> [ASSIGNMENT] Transcribe the records that follow exactly. Skip the pictures.

□ □ □

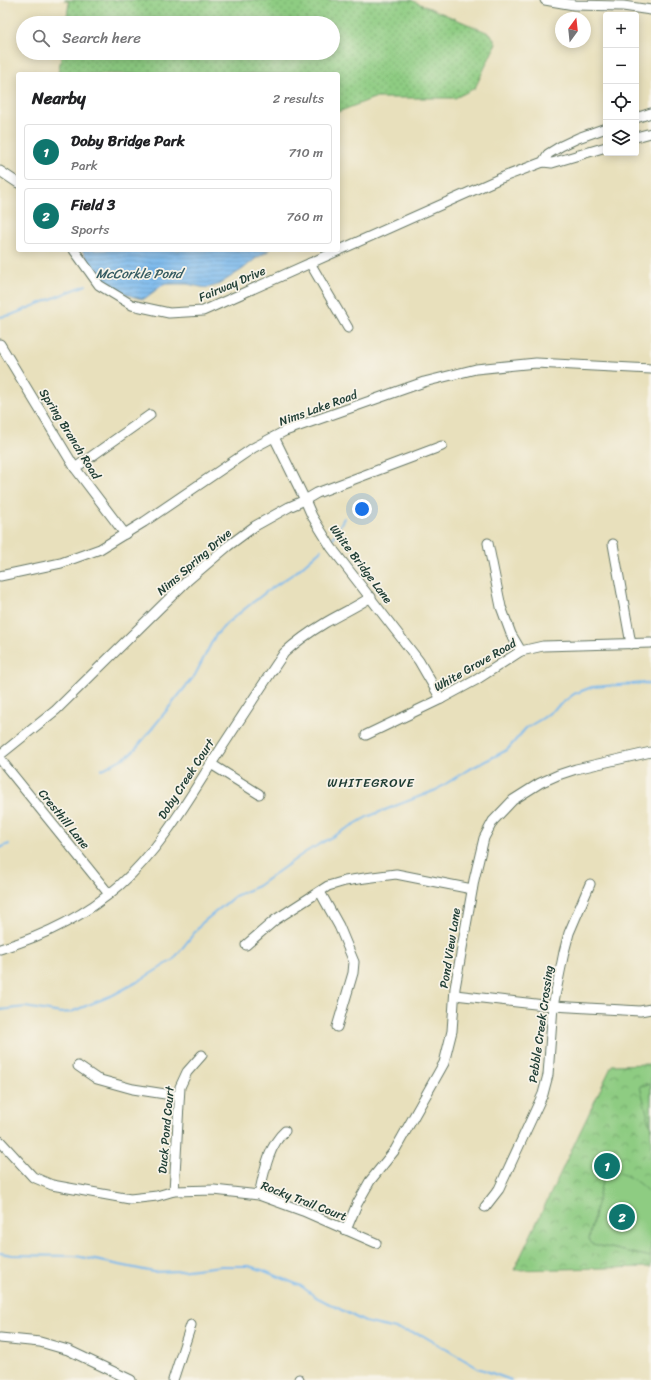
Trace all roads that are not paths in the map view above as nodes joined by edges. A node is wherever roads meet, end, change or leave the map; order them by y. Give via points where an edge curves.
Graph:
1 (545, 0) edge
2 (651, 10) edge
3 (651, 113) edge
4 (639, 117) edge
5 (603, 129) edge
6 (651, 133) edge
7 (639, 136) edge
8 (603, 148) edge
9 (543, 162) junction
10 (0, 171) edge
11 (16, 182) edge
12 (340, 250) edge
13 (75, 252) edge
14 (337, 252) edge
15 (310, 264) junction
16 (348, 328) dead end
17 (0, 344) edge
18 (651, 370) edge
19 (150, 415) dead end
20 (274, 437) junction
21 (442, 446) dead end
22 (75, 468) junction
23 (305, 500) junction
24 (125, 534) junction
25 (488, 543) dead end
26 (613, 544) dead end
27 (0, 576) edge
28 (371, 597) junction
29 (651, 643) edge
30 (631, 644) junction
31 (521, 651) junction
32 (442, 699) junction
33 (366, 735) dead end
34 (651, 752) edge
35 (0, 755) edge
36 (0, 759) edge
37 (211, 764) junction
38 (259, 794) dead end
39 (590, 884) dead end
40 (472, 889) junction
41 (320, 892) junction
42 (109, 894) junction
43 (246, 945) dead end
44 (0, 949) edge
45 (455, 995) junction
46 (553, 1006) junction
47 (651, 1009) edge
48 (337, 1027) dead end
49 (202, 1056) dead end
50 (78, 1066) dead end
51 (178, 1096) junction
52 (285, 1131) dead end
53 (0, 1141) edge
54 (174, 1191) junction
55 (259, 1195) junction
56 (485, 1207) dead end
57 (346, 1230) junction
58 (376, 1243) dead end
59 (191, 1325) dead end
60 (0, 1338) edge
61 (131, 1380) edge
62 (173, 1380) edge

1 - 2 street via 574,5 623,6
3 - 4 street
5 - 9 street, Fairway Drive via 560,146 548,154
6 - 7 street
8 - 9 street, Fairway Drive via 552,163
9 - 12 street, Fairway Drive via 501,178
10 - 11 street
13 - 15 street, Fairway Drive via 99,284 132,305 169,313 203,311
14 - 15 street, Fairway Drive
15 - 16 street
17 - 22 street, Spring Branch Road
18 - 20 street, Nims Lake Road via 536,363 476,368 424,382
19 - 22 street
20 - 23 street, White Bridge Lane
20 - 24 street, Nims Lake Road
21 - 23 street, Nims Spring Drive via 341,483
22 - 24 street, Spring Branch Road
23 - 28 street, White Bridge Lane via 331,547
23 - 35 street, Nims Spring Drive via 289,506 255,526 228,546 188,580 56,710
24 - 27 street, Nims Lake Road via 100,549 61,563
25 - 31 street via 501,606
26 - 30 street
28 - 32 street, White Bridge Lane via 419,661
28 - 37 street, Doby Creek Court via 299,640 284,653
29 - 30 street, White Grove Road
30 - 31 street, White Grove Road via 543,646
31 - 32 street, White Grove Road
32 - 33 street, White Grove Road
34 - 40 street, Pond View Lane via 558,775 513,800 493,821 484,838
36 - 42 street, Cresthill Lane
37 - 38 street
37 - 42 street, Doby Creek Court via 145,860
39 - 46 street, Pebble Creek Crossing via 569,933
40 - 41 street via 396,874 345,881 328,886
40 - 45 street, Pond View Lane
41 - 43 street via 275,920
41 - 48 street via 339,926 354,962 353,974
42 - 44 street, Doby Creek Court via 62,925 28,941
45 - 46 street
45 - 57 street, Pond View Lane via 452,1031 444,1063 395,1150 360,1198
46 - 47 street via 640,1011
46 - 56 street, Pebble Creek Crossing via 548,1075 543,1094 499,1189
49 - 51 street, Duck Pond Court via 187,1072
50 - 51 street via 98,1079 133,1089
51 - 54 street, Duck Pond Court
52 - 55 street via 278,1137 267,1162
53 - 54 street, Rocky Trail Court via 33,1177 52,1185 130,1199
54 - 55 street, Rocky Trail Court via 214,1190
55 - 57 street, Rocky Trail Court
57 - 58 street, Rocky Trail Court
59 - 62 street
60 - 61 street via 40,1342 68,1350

□ □ □

> [SOLUTION TO THIS TASK]
Trace all roads that are not paths in the map view above as nodes joined by edges. A node is wherever roads meet, end, change or leave the map; order them by y. Give via points where an edge curves.
Graph:
1 (545, 0) edge
2 (651, 10) edge
3 (651, 113) edge
4 (639, 117) edge
5 (603, 129) edge
6 (651, 133) edge
7 (639, 136) edge
8 (603, 148) edge
9 (543, 162) junction
10 (0, 171) edge
11 (16, 182) edge
12 (340, 250) edge
13 (75, 252) edge
14 (337, 252) edge
15 (310, 264) junction
16 (348, 328) dead end
17 (0, 344) edge
18 (651, 370) edge
19 (150, 415) dead end
20 (274, 437) junction
21 (442, 446) dead end
22 (75, 468) junction
23 (305, 500) junction
24 (125, 534) junction
25 (488, 543) dead end
26 (613, 544) dead end
27 (0, 576) edge
28 (371, 597) junction
29 (651, 643) edge
30 (631, 644) junction
31 (521, 651) junction
32 (442, 699) junction
33 (366, 735) dead end
34 (651, 752) edge
35 (0, 755) edge
36 (0, 759) edge
37 (211, 764) junction
38 (259, 794) dead end
39 (590, 884) dead end
40 (472, 889) junction
41 (320, 892) junction
42 (109, 894) junction
43 (246, 945) dead end
44 (0, 949) edge
45 (455, 995) junction
46 (553, 1006) junction
47 (651, 1009) edge
48 (337, 1027) dead end
49 (202, 1056) dead end
50 (78, 1066) dead end
51 (178, 1096) junction
52 (285, 1131) dead end
53 (0, 1141) edge
54 (174, 1191) junction
55 (259, 1195) junction
56 (485, 1207) dead end
57 (346, 1230) junction
58 (376, 1243) dead end
59 (191, 1325) dead end
60 (0, 1338) edge
61 (131, 1380) edge
62 (173, 1380) edge

1 - 2 street via 574,5 623,6
3 - 4 street
5 - 9 street, Fairway Drive via 560,146 548,154
6 - 7 street
8 - 9 street, Fairway Drive via 552,163
9 - 12 street, Fairway Drive via 501,178
10 - 11 street
13 - 15 street, Fairway Drive via 99,284 132,305 169,313 203,311
14 - 15 street, Fairway Drive
15 - 16 street
17 - 22 street, Spring Branch Road
18 - 20 street, Nims Lake Road via 536,363 476,368 424,382
19 - 22 street
20 - 23 street, White Bridge Lane
20 - 24 street, Nims Lake Road
21 - 23 street, Nims Spring Drive via 341,483
22 - 24 street, Spring Branch Road
23 - 28 street, White Bridge Lane via 331,547
23 - 35 street, Nims Spring Drive via 289,506 255,526 228,546 188,580 56,710
24 - 27 street, Nims Lake Road via 100,549 61,563
25 - 31 street via 501,606
26 - 30 street
28 - 32 street, White Bridge Lane via 419,661
28 - 37 street, Doby Creek Court via 299,640 284,653
29 - 30 street, White Grove Road
30 - 31 street, White Grove Road via 543,646
31 - 32 street, White Grove Road
32 - 33 street, White Grove Road
34 - 40 street, Pond View Lane via 558,775 513,800 493,821 484,838
36 - 42 street, Cresthill Lane
37 - 38 street
37 - 42 street, Doby Creek Court via 145,860
39 - 46 street, Pebble Creek Crossing via 569,933
40 - 41 street via 396,874 345,881 328,886
40 - 45 street, Pond View Lane
41 - 43 street via 275,920
41 - 48 street via 339,926 354,962 353,974
42 - 44 street, Doby Creek Court via 62,925 28,941
45 - 46 street
45 - 57 street, Pond View Lane via 452,1031 444,1063 395,1150 360,1198
46 - 47 street via 640,1011
46 - 56 street, Pebble Creek Crossing via 548,1075 543,1094 499,1189
49 - 51 street, Duck Pond Court via 187,1072
50 - 51 street via 98,1079 133,1089
51 - 54 street, Duck Pond Court
52 - 55 street via 278,1137 267,1162
53 - 54 street, Rocky Trail Court via 33,1177 52,1185 130,1199
54 - 55 street, Rocky Trail Court via 214,1190
55 - 57 street, Rocky Trail Court
57 - 58 street, Rocky Trail Court
59 - 62 street
60 - 61 street via 40,1342 68,1350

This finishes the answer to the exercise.